Poor customer services, no fitting rooms, less sales assistants and no credit or loyalty cards facilities.

Technology is poor, M&S not able to provide an accurate readings of its stock in each of its stores.

Top-down management system restricted store managers to respond to local customers needs.

No wide knowledge about the market for the younger generation.

All ranges of cloths were not segregated neither display probably.

Bureaucratic culture organisation.

Lost focus on local market by reaching every where in the world like Europe and America under the expansion programme.


Keeping in line with the competitors, M&S must enter the e-business in an effective way. While offering the customers the option of shopping from the comfort of their homes, it should also address the problem of operating stores in high cost localities.

Rapid changes in technology. M&S needs to keep ahead of its competitors.

Focus on the cloths market segment by age, such as young men’s, women’s and children clothing.

Products diversity such as food, customers are interested more in international dishes such as Indian & Chinese.


Intense competitions such as Gap, Oasis, Nest, Bhs, Top Shop, Zara, Asda, Sainsbury & Tesco.

Clothing industry is mature and market not saturated which indicates that customers are always looking for new fashionable cloths.

Internet technology enables consumers to shop from home.

Expansion into international markets has proved to be less successful for M&S.

Cultural Web Analysis

The Paradigm

The core competency is high quality “British” products at a reasonable price i.e. value for money.

The M&S Formula for success.

Top-down management control system, bureaucratic culture, changed to decision making environment that wasn’t weight down by hierarchy.

Until late 1990’s all CEOs were either family or all life employee in M&S but in 2000 for the first time the company appointed someone from outside to that position of Chairman.


Michel marks set up his first “penny bazaar” on in the late 1880s.

Tom Spencer, a cashier of Mark’s supplier became a partner and M&S grew since then.

Reputation for the quality.


‘M&S’ & ‘St Michael’ brands.

Head Office in London.

Executives have a high status and prestige.

Store on most of UK high street.

Power Structures

Head office has the power of designing the stores, training the staff, goods logistics, quality standards, finance, etc.

Simon Marks and Richard Greenbury are autocratic approach people.

Control Systems

Top-down management system.

Reward system by prompting their life employees to become mangers and executives. Few of top management positions were appointed to outsiders.

Rituals and Routines

Specialist buyers in the head office decide cloths ranges instead of getting the feedback from stores mangers.

Buying quality products, British, for reasonable price.

Organisational Structures

Hierarchical and centralised structure.


Strategic choices available to M&S are concerned about its future and how to respond to external and internal pressures.

Corporate-Level Strategy (BCG Matrix)

BCG Martix is used to conceive the balance of the portfolio of the businesses in terms of relationship between market share and market growth. It is a company in a market that has slow growth and its market share is continuously shrinking. The industry in which M&S operate is mature and market is likely to be stable so it is more difficult to gain market share. It’s assumed that M&S is a decline phase organisation (Stockport, 2000).
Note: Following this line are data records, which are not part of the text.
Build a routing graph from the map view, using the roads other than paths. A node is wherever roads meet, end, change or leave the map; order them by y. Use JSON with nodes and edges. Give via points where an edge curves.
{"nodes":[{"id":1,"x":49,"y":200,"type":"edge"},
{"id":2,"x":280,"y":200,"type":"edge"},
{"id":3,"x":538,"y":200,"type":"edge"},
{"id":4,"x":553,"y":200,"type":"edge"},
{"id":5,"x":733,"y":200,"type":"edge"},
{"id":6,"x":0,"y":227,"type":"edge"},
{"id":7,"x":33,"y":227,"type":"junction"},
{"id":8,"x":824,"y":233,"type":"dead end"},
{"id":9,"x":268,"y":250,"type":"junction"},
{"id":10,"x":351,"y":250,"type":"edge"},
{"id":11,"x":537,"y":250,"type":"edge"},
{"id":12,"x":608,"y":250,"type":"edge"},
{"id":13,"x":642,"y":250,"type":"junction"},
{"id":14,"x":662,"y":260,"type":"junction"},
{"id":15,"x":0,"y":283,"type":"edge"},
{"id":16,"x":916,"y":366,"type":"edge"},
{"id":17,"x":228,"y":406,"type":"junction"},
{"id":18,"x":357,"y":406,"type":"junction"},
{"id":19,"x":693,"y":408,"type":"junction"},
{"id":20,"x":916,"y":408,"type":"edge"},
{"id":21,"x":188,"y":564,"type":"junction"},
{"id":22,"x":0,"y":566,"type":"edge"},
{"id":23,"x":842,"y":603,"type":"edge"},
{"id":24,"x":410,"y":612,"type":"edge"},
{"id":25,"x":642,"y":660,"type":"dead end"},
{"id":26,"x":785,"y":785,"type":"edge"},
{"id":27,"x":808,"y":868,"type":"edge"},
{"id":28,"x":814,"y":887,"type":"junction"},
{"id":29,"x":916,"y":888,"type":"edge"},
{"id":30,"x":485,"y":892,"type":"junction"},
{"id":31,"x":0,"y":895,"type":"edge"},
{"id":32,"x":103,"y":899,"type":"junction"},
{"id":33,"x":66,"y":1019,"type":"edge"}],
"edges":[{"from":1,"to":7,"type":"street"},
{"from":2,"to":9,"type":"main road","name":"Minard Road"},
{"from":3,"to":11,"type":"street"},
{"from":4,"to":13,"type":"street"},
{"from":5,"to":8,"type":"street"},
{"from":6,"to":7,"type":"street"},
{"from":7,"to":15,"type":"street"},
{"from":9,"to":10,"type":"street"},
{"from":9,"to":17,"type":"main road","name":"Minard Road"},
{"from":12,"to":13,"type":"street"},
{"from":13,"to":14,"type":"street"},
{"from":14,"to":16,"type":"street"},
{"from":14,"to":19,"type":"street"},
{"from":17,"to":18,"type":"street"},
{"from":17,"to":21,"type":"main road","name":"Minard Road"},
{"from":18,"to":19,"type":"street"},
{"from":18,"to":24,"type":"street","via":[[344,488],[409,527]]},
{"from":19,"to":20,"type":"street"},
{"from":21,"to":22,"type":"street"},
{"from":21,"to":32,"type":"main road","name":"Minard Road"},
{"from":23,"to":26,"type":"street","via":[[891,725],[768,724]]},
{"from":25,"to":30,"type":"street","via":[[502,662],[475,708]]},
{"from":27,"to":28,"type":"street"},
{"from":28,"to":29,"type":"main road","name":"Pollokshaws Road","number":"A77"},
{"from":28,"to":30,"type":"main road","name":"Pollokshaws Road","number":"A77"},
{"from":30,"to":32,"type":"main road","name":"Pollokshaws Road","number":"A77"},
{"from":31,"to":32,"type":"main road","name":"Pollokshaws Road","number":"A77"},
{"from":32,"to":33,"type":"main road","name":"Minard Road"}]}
Business-Level Strategy (Strategy Clock)

M&S competitors in the growth stage trying to gain market share, it is necessary to invest in order to regain its market share and dominance. This can be done by reducing the product and service prices lower than competitors and spend high amounts on advertising and selling. Using the strategy clock model, the hybrid strategy is the best option for M&S to achieve differentiation and a price lower than its competitors (Johnson and Scholes, 2002).
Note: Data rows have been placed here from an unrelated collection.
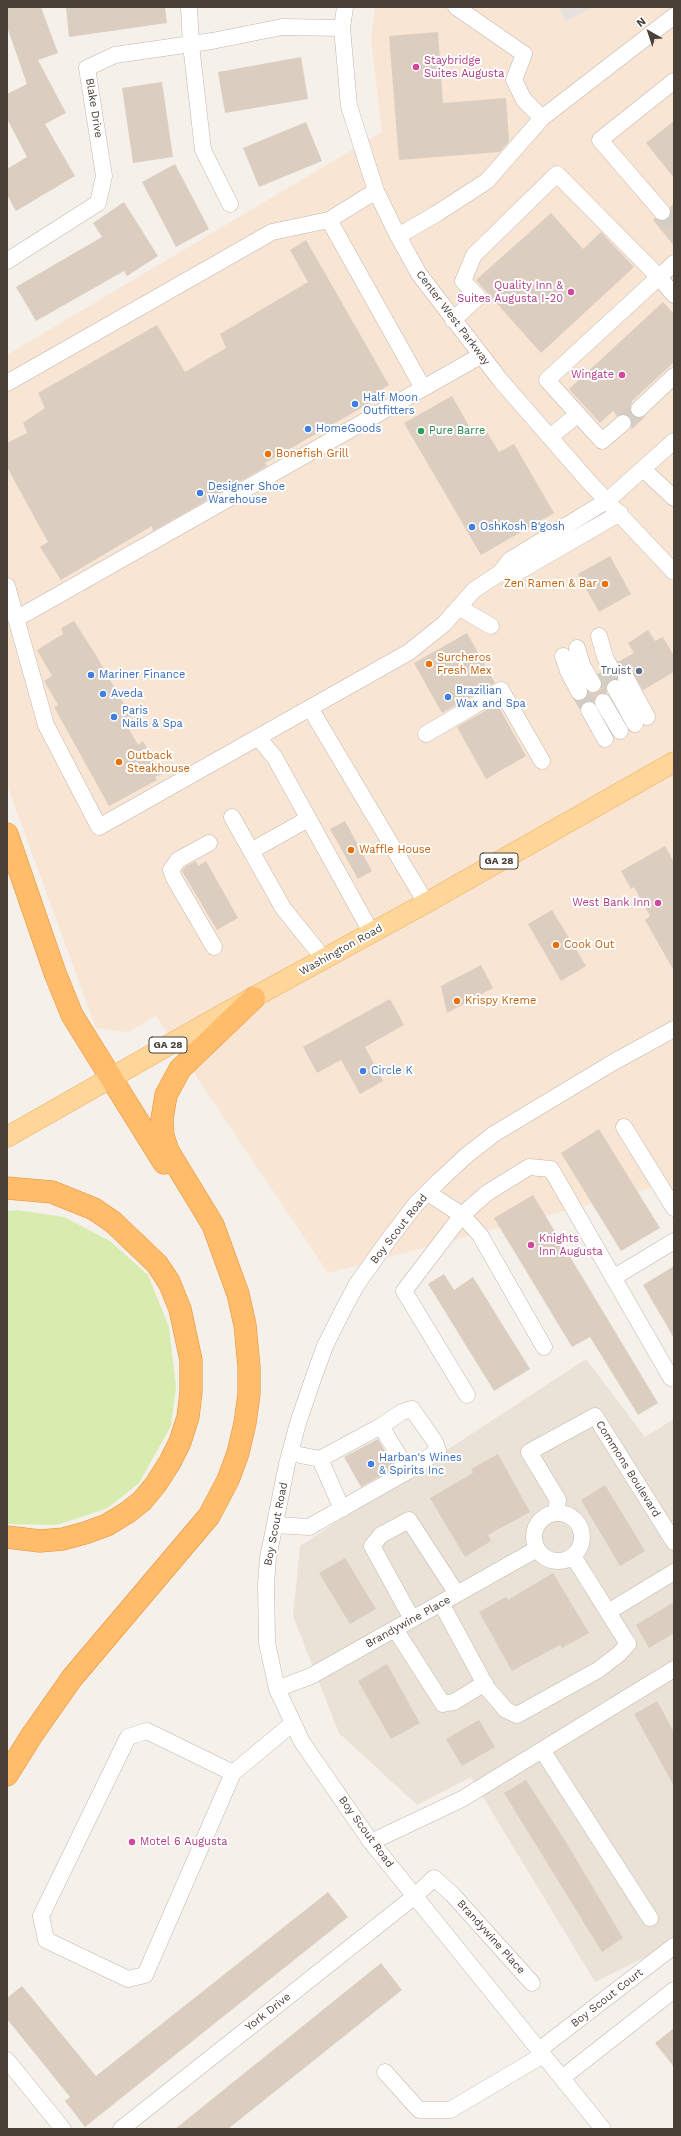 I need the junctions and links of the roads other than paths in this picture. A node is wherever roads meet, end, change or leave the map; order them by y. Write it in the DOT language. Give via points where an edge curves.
graph roads {
  1 [pos="189,7"];
  2 [pos="345,7"];
  3 [pos="456,7"];
  4 [pos="674,16"];
  5 [pos="342,28"];
  6 [pos="191,45"];
  7 [pos="674,81"];
  8 [pos="542,118"];
  9 [pos="376,191"];
  10 [pos="230,204"];
  11 [pos="662,212"];
  12 [pos="329,220"];
  13 [pos="398,236"];
  14 [pos="7,261"];
  15 [pos="674,263"];
  16 [pos="659,277"];
  17 [pos="674,296"];
  18 [pos="453,320"];
  19 [pos="480,356"];
  20 [pos="674,376"];
  21 [pos="7,383"];
  22 [pos="423,388"];
  23 [pos="639,409"];
  24 [pos="578,414"];
  25 [pos="623,422"];
  26 [pos="550,437"];
  27 [pos="674,441"];
  28 [pos="644,470"];
  29 [pos="674,498"];
  30 [pos="608,500"];
  31 [pos="620,513"];
  32 [pos="674,572"];
  33 [pos="500,573"];
  34 [pos="7,586"];
  35 [pos="460,608"];
  36 [pos="16,619"];
  37 [pos="492,626"];
  38 [pos="584,644"];
  39 [pos="599,678"];
  40 [pos="608,695"];
  41 [pos="310,708"];
  42 [pos="627,727"];
  43 [pos="426,734"];
  44 [pos="258,737"];
  45 [pos="542,761"];
  46 [pos="674,762"];
  47 [pos="232,817"];
  48 [pos="308,819"];
  49 [pos="7,834"];
  50 [pos="209,843"];
  51 [pos="251,851"];
  52 [pos="426,903"];
  53 [pos="371,932"];
  54 [pos="214,947"];
  55 [pos="324,959"];
  56 [pos="254,998"];
  57 [pos="674,1029"];
  58 [pos="111,1078"];
  59 [pos="624,1127"];
  60 [pos="7,1137"];
  61 [pos="7,1188"];
  62 [pos="428,1193"];
  63 [pos="674,1208"];
  64 [pos="462,1215"];
  65 [pos="674,1241"];
  66 [pos="613,1278"];
  67 [pos="238,1294"];
  68 [pos="544,1347"];
  69 [pos="671,1378"];
  70 [pos="467,1395"];
  71 [pos="381,1426"];
  72 [pos="290,1453"];
  73 [pos="320,1458"];
  74 [pos="408,1471"];
  75 [pos="342,1509"];
  76 [pos="556,1513"];
  77 [pos="276,1524"];
  78 [pos="7,1537"];
  79 [pos="674,1542"];
  80 [pos="537,1549"];
  81 [pos="572,1556"];
  82 [pos="674,1572"];
  83 [pos="457,1594"];
  84 [pos="441,1603"];
  85 [pos="608,1612"];
  86 [pos="412,1619"];
  87 [pos="396,1629"];
  88 [pos="673,1673"];
  89 [pos="485,1683"];
  90 [pos="277,1689"];
  91 [pos="293,1723"];
  92 [pos="542,1750"];
  93 [pos="233,1773"];
  94 [pos="7,1775"];
  95 [pos="371,1842"];
  96 [pos="415,1896"];
  97 [pos="650,1918"];
  98 [pos="674,1946"];
  99 [pos="532,1983"];
  100 [pos="674,1990"];
  101 [pos="541,2052"];
  102 [pos="7,2060"];
  103 [pos="385,2072"];
  104 [pos="562,2078"];
  105 [pos="63,2129"];
  106 [pos="121,2129"];
  107 [pos="603,2129"];
  1 -- 6 [label="street"];
  2 -- 5 [label="street, Center West Parkway"];
  3 -- 8 [label="street" via="524,54 514,80 524,100"];
  4 -- 8 [label="street"];
  5 -- 6 [label="street, Blake Drive" via="282,27"];
  5 -- 9 [label="street, Center West Parkway" via="349,106"];
  6 -- 10 [label="street" via="202,150"];
  6 -- 14 [label="street, Blake Drive" via="115,55 87,68 104,176 98,203"];
  7 -- 11 [label="street" via="600,140"];
  8 -- 13 [label="street" via="487,181"];
  9 -- 12 [label="street"];
  9 -- 13 [label="street, Center West Parkway"];
  12 -- 21 [label="street" via="272,232"];
  12 -- 22 [label="street"];
  13 -- 18 [label="street, Center West Parkway" via="419,274"];
  15 -- 16 [label="street"];
  16 -- 17 [label="street"];
  16 -- 18 [label="street" via="556,174 474,255 463,281 478,297"];
  16 -- 24 [label="street" via="547,380"];
  18 -- 19 [label="street, Center West Parkway"];
  19 -- 22 [label="street"];
  19 -- 26 [label="street, Center West Parkway"];
  20 -- 23 [label="street"];
  22 -- 36 [label="street"];
  24 -- 25 [label="street" via="602,441"];
  24 -- 26 [label="street"];
  26 -- 30 [label="street, Center West Parkway"];
  27 -- 28 [label="street"];
  28 -- 29 [label="street"];
  28 -- 30 [label="street"];
  30 -- 31 [label="street, Center West Parkway"];
  30 -- 33 [label="street" via="510,560"];
  31 -- 32 [label="street, Center West Parkway"];
  31 -- 33 [label="street" via="518,572"];
  33 -- 35 [label="street" via="474,590"];
  34 -- 36 [label="street"];
  35 -- 37 [label="street"];
  35 -- 41 [label="street" via="409,652"];
  36 -- 44 [label="street" via="46,725 99,827"];
  38 -- 39 [label="street"];
  38 -- 39 [label="street" via="611,653"];
  38 -- 39 [label="street" via="568,671"];
  40 -- 42 [label="street"];
  40 -- 42 [label="street"];
  40 -- 42 [label="street"];
  41 -- 44 [label="street"];
  41 -- 52 [label="street"];
  43 -- 45 [label="street" via="502,690"];
  44 -- 48 [label="street" via="275,758"];
  46 -- 52 [label="main road, Washington Road / GA 28"];
  47 -- 51 [label="street"];
  48 -- 51 [label="street"];
  48 -- 53 [label="street"];
  49 -- 58 [label="highway" via="72,1015"];
  50 -- 54 [label="street" via="178,860 172,870 174,878"];
  51 -- 55 [label="street" via="283,908"];
  52 -- 53 [label="main road, Washington Road / GA 28"];
  53 -- 55 [label="main road, Washington Road / GA 28"];
  55 -- 56 [label="main road, Washington Road / GA 28"];
  56 -- 58 [label="main road, Washington Road / GA 28"];
  56 -- 67 [label="highway" via="180,1069 166,1095 162,1118 163,1136 168,1151 213,1225"];
  57 -- 62 [label="street, Boy Scout Road" via="494,1134 467,1155"];
  58 -- 60 [label="main road, Washington Road / GA 28"];
  58 -- 67 [label="highway" via="207,1232"];
  59 -- 63 [label="street"];
  61 -- 78 [label="highway" via="52,1192 94,1209 113,1222 157,1264 169,1282 180,1309 191,1360 188,1418 180,1442 156,1484 142,1501 107,1525 85,1533 40,1541"];
  62 -- 64 [label="street"];
  62 -- 72 [label="street, Boy Scout Road" via="416,1204 379,1253 343,1310 325,1346"];
  64 -- 66 [label="street" via="487,1193 529,1167 551,1169"];
  64 -- 68 [label="street" via="480,1236"];
  64 -- 70 [label="street" via="404,1290"];
  65 -- 66 [label="street"];
  66 -- 69 [label="street"];
  67 -- 94 [label="highway" via="245,1325 249,1394 238,1453 218,1500 209,1516 185,1546 72,1678 32,1734"];
  71 -- 73 [label="street"];
  71 -- 74 [label="street"];
  71 -- 74 [label="street" via="402,1412 412,1409 435,1442 438,1451"];
  72 -- 73 [label="street"];
  72 -- 77 [label="street, Boy Scout Road"];
  73 -- 75 [label="street"];
  74 -- 75 [label="street"];
  75 -- 77 [label="street" via="309,1527"];
  76 -- 79 [label="street, Commons Boulevard" via="558,1500 529,1452 595,1416"];
  76 -- 80 [label="street" via="540,1520 533,1534"];
  76 -- 81 [label="street" via="573,1517 580,1526 582,1540 579,1550"];
  77 -- 90 [label="street, Boy Scout Road" via="268,1558 266,1584 267,1643"];
  80 -- 81 [label="street" via="552,1560 563,1560"];
  80 -- 83 [label="street, Brandywine Place"];
  81 -- 85 [label="street"];
  82 -- 85 [label="street"];
  83 -- 84 [label="street, Brandywine Place"];
  83 -- 86 [label="street" via="409,1520 380,1535 372,1546"];
  84 -- 86 [label="street, Brandywine Place"];
  84 -- 89 [label="street"];
  85 -- 89 [label="street" via="628,1644 598,1670 517,1714 506,1710"];
  86 -- 87 [label="street, Brandywine Place"];
  87 -- 89 [label="street" via="443,1704 454,1702"];
  87 -- 90 [label="street, Brandywine Place" via="311,1676"];
  88 -- 92 [label="street"];
  90 -- 91 [label="street, Boy Scout Road"];
  91 -- 93 [label="street"];
  91 -- 95 [label="street, Boy Scout Road" via="302,1742"];
  92 -- 95 [label="street" via="462,1799"];
  92 -- 97 [label="street"];
  93 -- 93 [label="street" via="145,1975 128,1979 46,1940 41,1916 128,1737 147,1731"];
  95 -- 96 [label="street, Boy Scout Road"];
  96 -- 99 [label="street, Brandywine Place" via="434,1878 452,1894"];
  96 -- 101 [label="street, Boy Scout Road"];
  96 -- 106 [label="street, York Drive"];
  98 -- 101 [label="street, Boy Scout Court"];
  100 -- 104 [label="street"];
  101 -- 103 [label="street, Boy Scout Court" via="450,2110 419,2110"];
  101 -- 104 [label="street, Boy Scout Road"];
  102 -- 105 [label="street"];
  104 -- 107 [label="street, Boy Scout Road"];
}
Strategy Development Directions (Ansoff Model)

Peter Salsbury took the company mainly into a strategy of market penetration but did not have immediate success for M&S. Strategic direction followed under Salsbury is analysed (refer to Appendix II). It was definitely the foundations from which Vandevelde was to build upon. Vandevelde came to M&S and outlined the following objectives for its strategy for the year:

1. Creating clear profit centres

2. Creating a customer-facing organisation

3. Restoring overseas profitability

4. Building the financial services sector

Strategic direction followed under Vandevelde

Vandevelde also decided to follow mainly a market penetration strategy as he wanted to give new life to the domestic brand then move overseas. Main areas of Vandevelde’s Market Penetration Strategy were:

Increased amount of staff which made the shopping experience more enjoyable and easier.

New corporate identity which stopped customers being confused and repositioned the brand all over the organization to fit with the new image.

Changes to the look of stores, uniforms, packaging and labelling to fit with this new image.

Stores were specifically tailored based on customer profiles and lifestyle patterns when sending out stock to stores.

He also split the organisation into five main operating divisions. This facilitates the company in being able to recognise which areas are performing well and ensures customer focus through each unit by having dedicated selling and buying teams. This allowed the first and second objectives to be more attainable.

However at the end of 2000 M&S “disclosed its plans to offer clothes at a discounted price of 30 % in factory outlet malls”. This conflicts with their strategy of differentiation as Porter (1980) contends that a company must choose to follow one or the other and may result in direction being lost. Another possible outcome of the introduction of this type of mall would be that it would erode the quality of the brand name and in turn deplete the number of ‘loyal’ customers.

Complete withdrawal from overseas markets to cut losses and concentrate on domestic brand. This meant that the third objective was not to be met.

It is important to develop a new brand name which is capable of competing with low-cost products from China and Thailand. Lower ratio of profit from the “other” M&S brand can be overcome with higher bulk turnover. M&S brought in George Davies, the founder on Next and the creator of the ‘Gerorge at Asda’ clothing range to design new range of clothes.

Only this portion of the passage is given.